About this exercise: Each line in the data holding "Кубинська" should be listed.

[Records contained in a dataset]
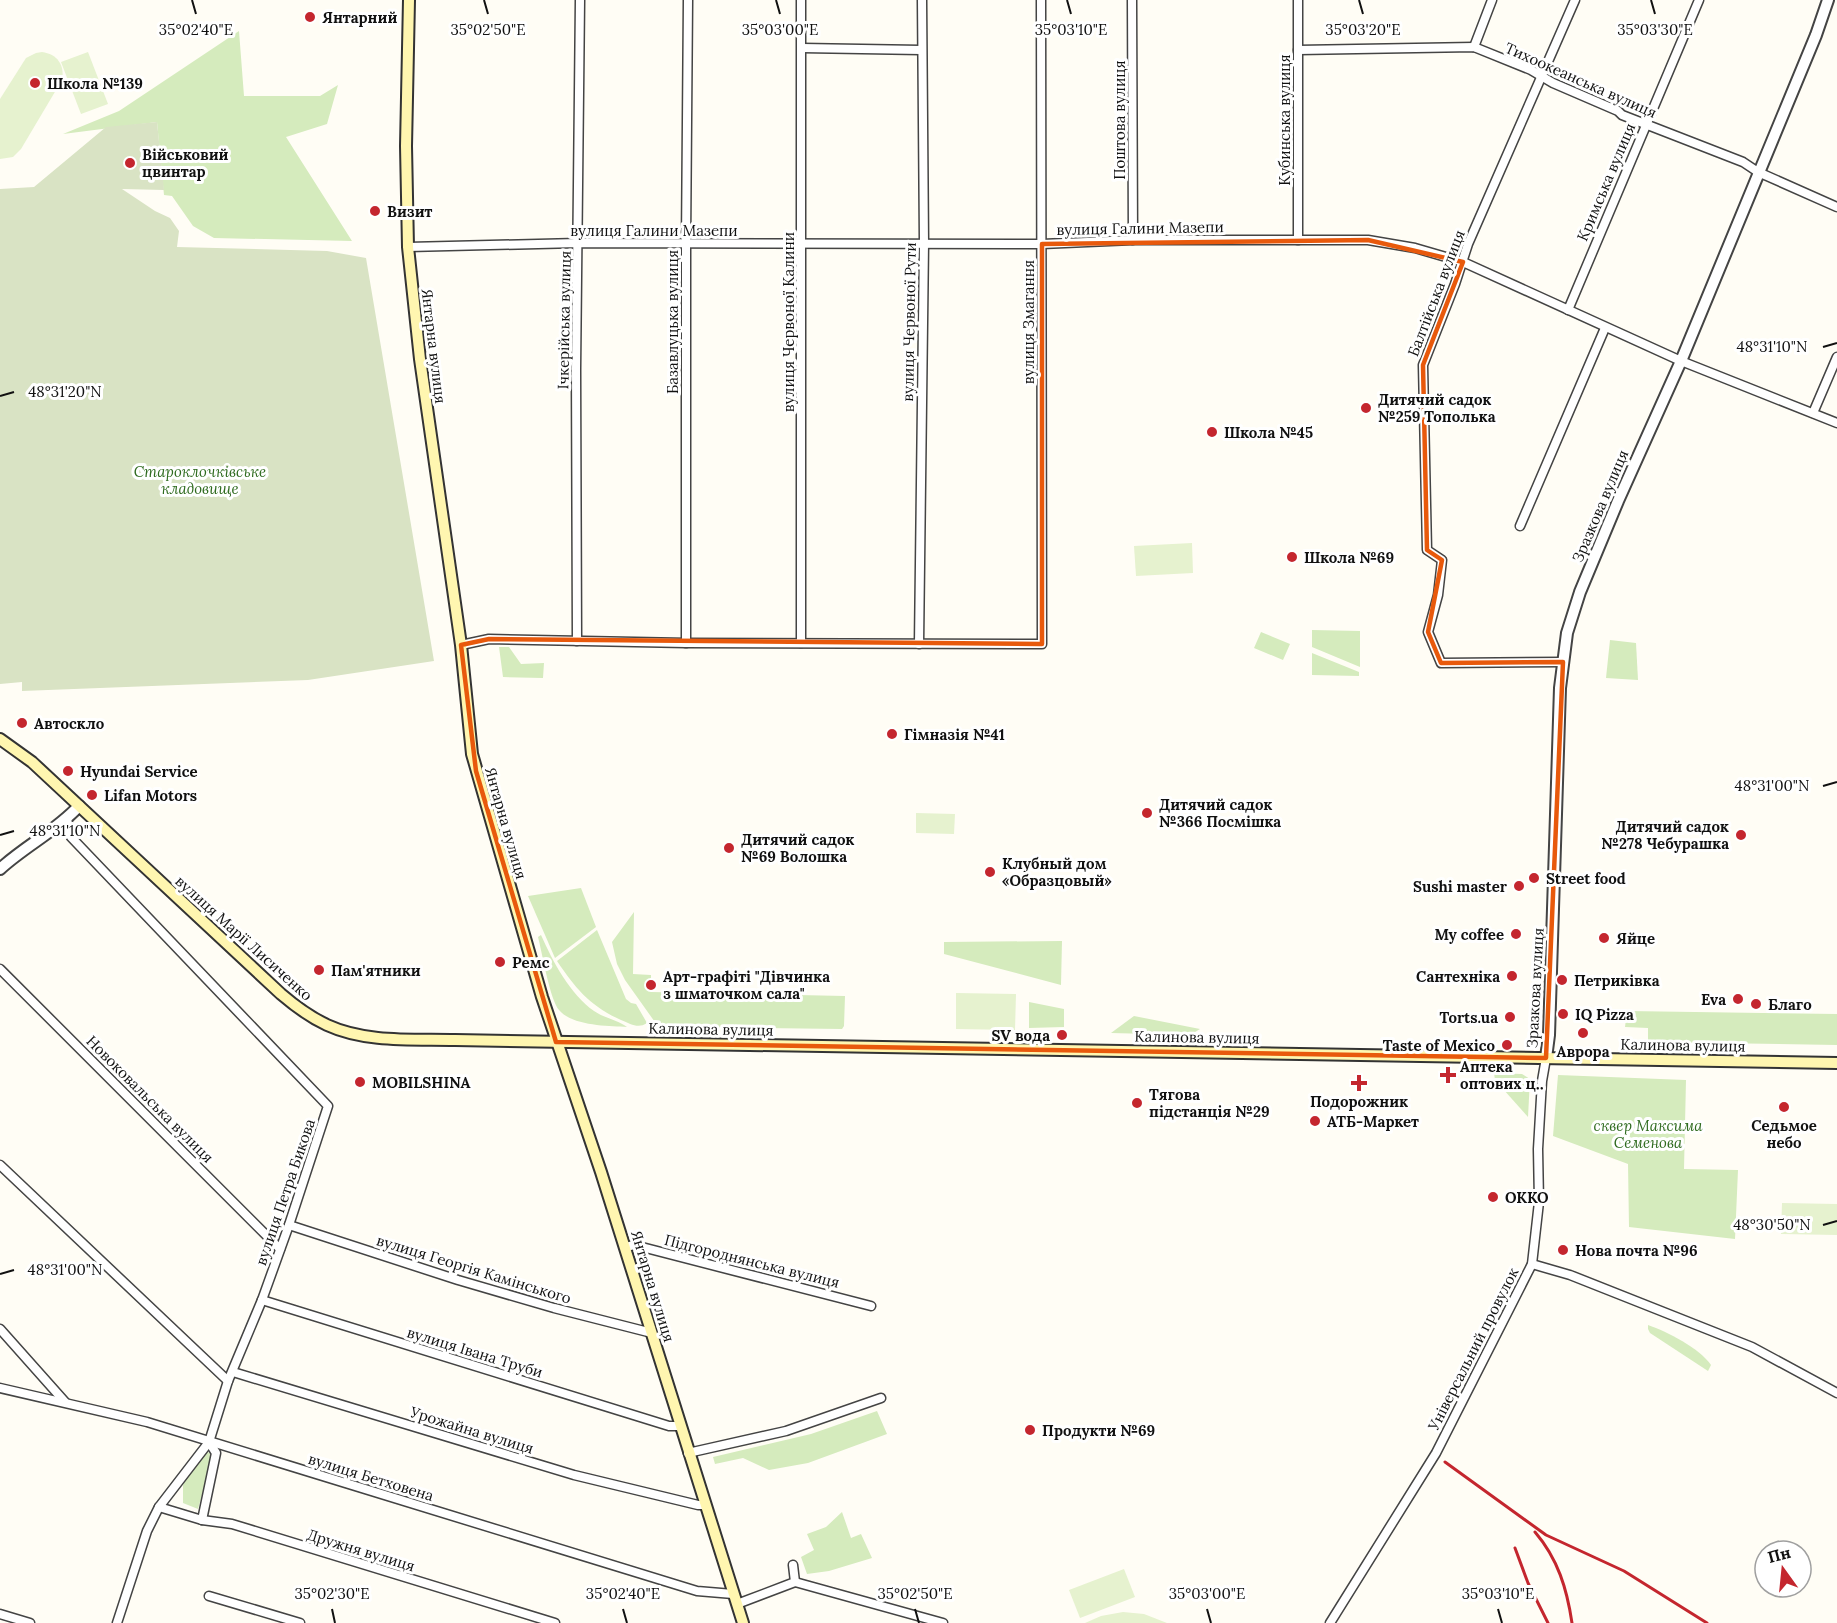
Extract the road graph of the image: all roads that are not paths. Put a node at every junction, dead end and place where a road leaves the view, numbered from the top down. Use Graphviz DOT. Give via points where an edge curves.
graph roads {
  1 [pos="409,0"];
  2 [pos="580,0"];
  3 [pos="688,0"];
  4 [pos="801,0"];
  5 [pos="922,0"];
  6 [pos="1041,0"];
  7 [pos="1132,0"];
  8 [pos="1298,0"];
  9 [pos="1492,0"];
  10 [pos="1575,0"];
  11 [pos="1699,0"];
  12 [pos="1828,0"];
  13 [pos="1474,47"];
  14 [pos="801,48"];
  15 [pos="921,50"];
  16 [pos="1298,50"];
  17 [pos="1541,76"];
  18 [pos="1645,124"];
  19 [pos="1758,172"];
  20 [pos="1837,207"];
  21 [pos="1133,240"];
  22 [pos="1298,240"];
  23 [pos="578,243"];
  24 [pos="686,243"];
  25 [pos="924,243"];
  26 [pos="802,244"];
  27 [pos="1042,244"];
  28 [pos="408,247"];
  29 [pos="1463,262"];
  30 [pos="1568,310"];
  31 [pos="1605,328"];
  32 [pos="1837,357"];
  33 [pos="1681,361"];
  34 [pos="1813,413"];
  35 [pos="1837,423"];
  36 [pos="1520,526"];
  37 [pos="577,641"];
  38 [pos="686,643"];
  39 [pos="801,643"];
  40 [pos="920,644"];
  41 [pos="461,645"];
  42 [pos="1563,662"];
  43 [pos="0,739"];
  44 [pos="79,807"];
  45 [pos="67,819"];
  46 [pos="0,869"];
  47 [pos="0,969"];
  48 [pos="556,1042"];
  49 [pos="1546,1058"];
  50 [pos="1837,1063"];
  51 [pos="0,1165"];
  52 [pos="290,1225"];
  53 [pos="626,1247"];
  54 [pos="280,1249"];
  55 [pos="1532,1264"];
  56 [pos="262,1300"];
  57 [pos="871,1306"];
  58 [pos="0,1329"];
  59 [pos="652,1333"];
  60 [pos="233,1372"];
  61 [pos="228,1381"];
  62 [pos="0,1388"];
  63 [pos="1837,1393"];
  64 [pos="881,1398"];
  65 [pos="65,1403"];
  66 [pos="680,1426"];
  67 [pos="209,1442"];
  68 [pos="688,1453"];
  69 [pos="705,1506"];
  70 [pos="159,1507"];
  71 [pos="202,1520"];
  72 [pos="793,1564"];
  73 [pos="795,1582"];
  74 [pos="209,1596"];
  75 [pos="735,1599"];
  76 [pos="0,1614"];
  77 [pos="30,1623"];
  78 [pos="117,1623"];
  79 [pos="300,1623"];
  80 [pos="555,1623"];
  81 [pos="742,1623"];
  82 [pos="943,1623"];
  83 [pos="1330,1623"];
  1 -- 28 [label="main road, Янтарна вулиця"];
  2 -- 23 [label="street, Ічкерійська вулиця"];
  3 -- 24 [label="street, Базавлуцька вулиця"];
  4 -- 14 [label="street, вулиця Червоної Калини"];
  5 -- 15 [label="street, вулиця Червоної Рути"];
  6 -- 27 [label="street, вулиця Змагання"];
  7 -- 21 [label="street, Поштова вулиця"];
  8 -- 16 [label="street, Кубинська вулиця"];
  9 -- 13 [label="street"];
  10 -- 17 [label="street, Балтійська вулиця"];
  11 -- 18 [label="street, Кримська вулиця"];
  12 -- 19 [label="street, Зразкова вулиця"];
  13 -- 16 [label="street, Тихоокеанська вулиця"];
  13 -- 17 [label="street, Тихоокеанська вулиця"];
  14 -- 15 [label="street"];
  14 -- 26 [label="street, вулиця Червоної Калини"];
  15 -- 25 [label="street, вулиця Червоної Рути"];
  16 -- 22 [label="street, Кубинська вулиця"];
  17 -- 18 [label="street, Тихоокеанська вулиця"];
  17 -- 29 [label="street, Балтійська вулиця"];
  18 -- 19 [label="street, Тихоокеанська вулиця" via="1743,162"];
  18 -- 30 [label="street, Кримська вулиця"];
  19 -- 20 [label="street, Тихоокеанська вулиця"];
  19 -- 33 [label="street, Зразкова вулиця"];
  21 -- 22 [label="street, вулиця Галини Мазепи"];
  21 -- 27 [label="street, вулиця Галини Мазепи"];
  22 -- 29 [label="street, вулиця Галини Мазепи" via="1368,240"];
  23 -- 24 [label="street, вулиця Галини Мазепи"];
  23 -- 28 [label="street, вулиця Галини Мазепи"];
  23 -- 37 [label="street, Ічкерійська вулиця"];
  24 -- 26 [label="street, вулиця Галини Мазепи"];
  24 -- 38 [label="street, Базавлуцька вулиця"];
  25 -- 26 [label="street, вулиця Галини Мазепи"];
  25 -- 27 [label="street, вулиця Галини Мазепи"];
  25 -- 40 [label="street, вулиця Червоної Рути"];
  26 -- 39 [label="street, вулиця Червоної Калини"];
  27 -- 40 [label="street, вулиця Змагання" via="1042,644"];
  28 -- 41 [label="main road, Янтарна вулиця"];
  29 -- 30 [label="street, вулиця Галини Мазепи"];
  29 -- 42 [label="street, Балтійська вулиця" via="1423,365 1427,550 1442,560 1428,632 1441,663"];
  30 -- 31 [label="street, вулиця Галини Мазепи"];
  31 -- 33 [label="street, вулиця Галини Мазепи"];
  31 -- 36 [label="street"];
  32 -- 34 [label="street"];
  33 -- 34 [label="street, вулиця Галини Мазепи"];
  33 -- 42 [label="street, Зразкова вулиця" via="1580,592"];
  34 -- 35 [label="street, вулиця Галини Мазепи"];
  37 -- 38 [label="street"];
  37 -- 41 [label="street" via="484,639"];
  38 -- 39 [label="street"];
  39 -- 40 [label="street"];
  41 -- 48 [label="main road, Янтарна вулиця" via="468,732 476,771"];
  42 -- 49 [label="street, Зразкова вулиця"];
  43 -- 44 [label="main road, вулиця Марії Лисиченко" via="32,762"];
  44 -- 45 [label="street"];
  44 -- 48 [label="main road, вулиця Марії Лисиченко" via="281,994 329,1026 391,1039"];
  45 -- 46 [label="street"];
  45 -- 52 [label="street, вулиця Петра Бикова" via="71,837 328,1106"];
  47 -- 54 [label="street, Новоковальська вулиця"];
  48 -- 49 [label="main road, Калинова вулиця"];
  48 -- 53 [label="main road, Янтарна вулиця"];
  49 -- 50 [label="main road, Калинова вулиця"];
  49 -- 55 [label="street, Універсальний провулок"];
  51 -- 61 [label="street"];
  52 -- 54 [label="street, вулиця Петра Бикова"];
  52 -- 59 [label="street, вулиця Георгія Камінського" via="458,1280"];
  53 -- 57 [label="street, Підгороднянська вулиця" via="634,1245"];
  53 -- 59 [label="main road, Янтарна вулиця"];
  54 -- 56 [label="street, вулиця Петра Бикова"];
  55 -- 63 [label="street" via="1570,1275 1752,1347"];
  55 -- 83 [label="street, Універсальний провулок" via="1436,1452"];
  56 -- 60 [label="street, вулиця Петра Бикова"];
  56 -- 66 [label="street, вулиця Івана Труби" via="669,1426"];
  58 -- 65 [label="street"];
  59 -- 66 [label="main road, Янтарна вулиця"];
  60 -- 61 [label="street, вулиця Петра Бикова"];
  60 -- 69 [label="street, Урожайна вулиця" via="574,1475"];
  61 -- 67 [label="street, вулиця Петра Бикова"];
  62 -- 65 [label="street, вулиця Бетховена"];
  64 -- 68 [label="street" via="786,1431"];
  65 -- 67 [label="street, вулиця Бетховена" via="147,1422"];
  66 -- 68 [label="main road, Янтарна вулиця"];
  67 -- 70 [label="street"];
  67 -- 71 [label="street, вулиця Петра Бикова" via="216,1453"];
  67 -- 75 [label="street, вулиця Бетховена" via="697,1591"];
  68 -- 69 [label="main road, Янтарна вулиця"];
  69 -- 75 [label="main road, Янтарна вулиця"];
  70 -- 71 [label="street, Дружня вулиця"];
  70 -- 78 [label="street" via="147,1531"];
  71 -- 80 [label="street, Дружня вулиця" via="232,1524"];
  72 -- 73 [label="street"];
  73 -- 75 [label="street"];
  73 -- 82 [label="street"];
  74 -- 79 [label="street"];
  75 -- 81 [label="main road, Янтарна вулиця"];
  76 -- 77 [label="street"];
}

Result of the task:
  8 -- 16 [label="street, Кубинська вулиця"];
  16 -- 22 [label="street, Кубинська вулиця"];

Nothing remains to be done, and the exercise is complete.